I am participating in the 2012 Wordcount Blogathon, which means one post every day for the month of May.

The last time I saw a movie with my husband – a real movie, in a movie theatre, with a giant bucket of popcorn to share – my firstborn son was about a year old. Because we just had the one child back then, and because one-year-olds who aren’t yet fully mobile are easier to manage than hyperactive eight-year-olds, my ageing mother-in-law was able to babysit.

We have gone out on other occasions, of course. We are regular patrons of a nearby dinner theatre that’s run in a barn – if once or twice a year can be considered “regular”. We go to the annual Christmas gala organized by my employers, and on the odd occasion, we’ll go to a party or a wedding.

For the most part, though, our outings include the kids. We frequent parks with slides and swings, and we go to restaurants where the waitstaff bring paper cups filled with crayons along with menus that the kids are allowed to draw on.

I am always hearing and reading about the importance of a couple going out on their own to spend time just with each other. I fully subscribe to that idea, and from time to time my husband and I make a commitment to have a date night once a month. But the logistics are so difficult.
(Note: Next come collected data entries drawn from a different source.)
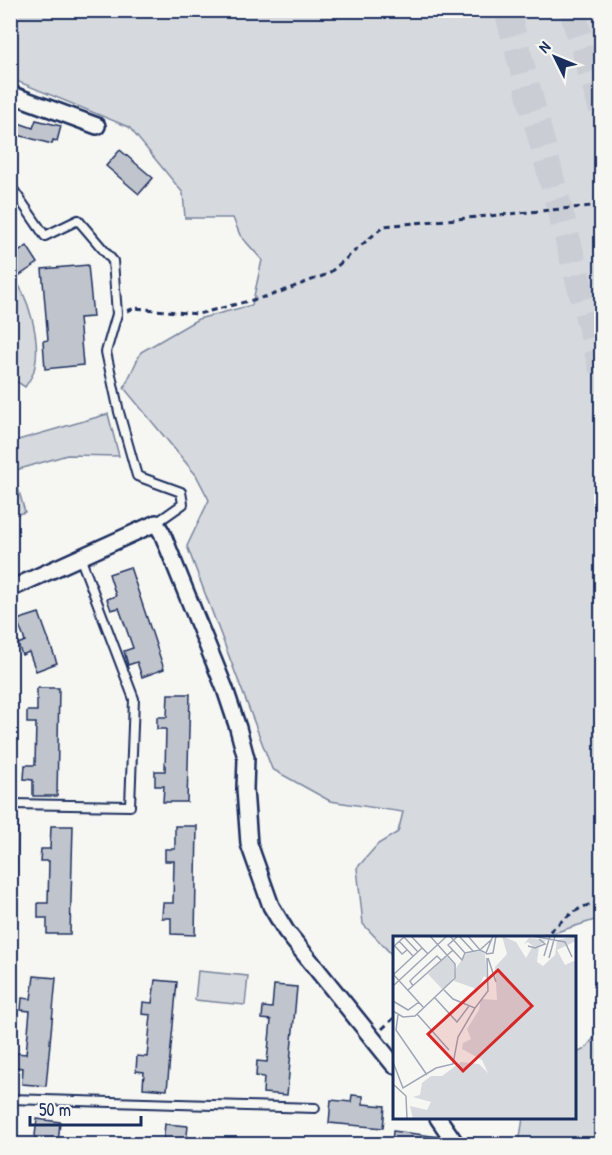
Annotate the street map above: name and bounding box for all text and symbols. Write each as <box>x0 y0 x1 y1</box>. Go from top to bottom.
north arrow <box>525 27 585 87</box>
text: N <box>533 36 555 57</box>
inset map <box>393 936 576 1119</box>
scale bar <box>30 1089 141 1127</box>
text: 50 m <box>39 1097 71 1122</box>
People often assume that living with my mother-in-law gives us a built-in babysitter whenever we need it, and while that may have been true to an extent at one time, it’s not anymore. My mother-in-law is almost eight years older now than she was when we went to the movie that time, and instead of having one one-year-old, we have a six-year-old and an almost nine-year-old.

Finding a trustworthy babysitter is hard enough for any parent. There’s something very frightening about entrusting the most valuable things in our lives to people who usually aren’t old enough to vote. And when one of those valuable things is a vulnerable special needs child, the angst about it increases ten-fold.

Most babysitters do not know how to handle a special needs child. We have to find people who have some understanding of autism, are quick on their feet, and have the physical strength and presence of mind to restrain a child for his own safety. If it’s someone who can take the time to actually get to know the child while I am home, so much the better.

Usually, it’s just easier for us to not go anywhere by ourselves at all. But then our relationship definitely starts to take strain, because we are not paying enough attention to nurturing our relationship. Eventually, because of our increasing levels of stress, it starts to take some kind of toll on our parenting, in spite of all our efforts to the contrary.

Last night, we had the opportunity to go out to a concert – meaning that my husband had free tickets – and we had to scramble for a babysitter. The free tickets had come about unexpectedly, so we hadn’t exactly planned for an evening out. I desperately said to my husband that I didn’t even know who to ask.

My husband came up with the perfect solution. He asked M, one of the guys who works for him, if he would be willing to watch the kids for the evening, and M willingly accepted. M has kind of become a friend of the family. We invite him to the kids’ birthday parties, he came over for Easter dinner, and we eat out with him from time to time.

We completely trust M with the kids. He is so used to George’s autism that he doesn’t bat an eyelid when autism-related things happen. George knows him and likes him. James downright hero-worships him, and when we told him that M was babysitting, he practically pushed us out the door so he could hang out with his idol.

Safe in the knowledge that our kids were safe and happy, and that they might or might not tie M to a totem pole by the end of the evening, my husband and I headed into the city to see a live performance by Paul Weller, former member of The Jam and Style Council.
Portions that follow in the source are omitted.